La iniciativa deroga la Ley 26.659 de 2011 para extender la prohibición no solo a los hidrocarburos, sino a cualquier tipo de recurso renovable o no renovable explotado de forma ilegal. En materia punitiva, se fijan penas de 12 a 20 años de prisión para la extracción o transporte no autorizado, multas económicas que pueden escalar hasta el equivalente a 3 millones de barriles de crudo e inhabilitaciones comerciales para operar en el país de hasta dos décadas. Las sanciones alcanzarán además a proveedores directos que faciliten insumos esenciales a dichas actividades y facultará al Estado a rescindir contratos, revocar licencias y ordenar la disolución judicial de las compañías infractoras.

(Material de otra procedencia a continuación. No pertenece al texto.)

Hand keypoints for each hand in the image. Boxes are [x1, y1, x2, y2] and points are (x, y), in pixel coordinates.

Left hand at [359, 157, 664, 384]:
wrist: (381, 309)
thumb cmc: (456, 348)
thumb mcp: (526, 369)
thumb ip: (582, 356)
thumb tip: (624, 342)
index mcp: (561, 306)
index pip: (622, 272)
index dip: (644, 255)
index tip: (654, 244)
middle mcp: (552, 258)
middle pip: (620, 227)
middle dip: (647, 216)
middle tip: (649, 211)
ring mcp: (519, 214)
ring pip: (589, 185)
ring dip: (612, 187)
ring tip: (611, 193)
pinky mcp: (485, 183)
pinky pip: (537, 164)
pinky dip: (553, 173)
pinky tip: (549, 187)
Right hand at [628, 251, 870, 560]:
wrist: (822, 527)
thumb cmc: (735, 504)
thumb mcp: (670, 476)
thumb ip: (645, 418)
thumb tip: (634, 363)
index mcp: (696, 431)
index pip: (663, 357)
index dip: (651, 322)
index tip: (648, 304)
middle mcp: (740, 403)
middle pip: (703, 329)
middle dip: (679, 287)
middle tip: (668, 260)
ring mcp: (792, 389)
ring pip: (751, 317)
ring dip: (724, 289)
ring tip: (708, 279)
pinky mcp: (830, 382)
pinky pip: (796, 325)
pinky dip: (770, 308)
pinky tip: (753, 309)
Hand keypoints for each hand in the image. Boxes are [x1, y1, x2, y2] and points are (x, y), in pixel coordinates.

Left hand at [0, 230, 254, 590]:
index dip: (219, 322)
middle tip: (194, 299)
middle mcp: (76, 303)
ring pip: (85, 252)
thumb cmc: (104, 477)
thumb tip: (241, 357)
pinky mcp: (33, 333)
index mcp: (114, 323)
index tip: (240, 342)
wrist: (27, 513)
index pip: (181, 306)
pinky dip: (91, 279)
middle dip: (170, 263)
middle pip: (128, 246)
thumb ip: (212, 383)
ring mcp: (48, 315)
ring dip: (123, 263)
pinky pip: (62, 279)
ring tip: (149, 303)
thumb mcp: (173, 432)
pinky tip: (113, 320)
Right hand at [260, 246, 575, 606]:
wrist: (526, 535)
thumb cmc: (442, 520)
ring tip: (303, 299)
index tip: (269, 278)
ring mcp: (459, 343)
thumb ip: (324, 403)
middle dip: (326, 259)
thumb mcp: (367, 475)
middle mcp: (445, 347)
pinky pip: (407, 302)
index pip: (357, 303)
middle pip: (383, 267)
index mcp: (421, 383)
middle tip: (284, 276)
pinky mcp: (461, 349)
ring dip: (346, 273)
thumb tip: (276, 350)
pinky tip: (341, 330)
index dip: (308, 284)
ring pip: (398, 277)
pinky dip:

Asimismo, el proyecto trasciende el conflicto del Atlántico Sur e impulsa la creación de un nuevo Sistema de Seguridad Nacional, conducido por un Consejo que presidirá el propio Milei junto a sus ministros clave y la Secretaría de Inteligencia del Estado. Este organismo tendrá bajo su órbita la protección de infraestructuras críticas, protocolos de interceptación ante buques o aeronaves hostiles, sanciones económicas a entidades que atenten contra la integridad del país y la prohibición expresa de financiamiento extranjero en campañas electorales locales, junto con la persecución penal de operaciones clandestinas de desinformación.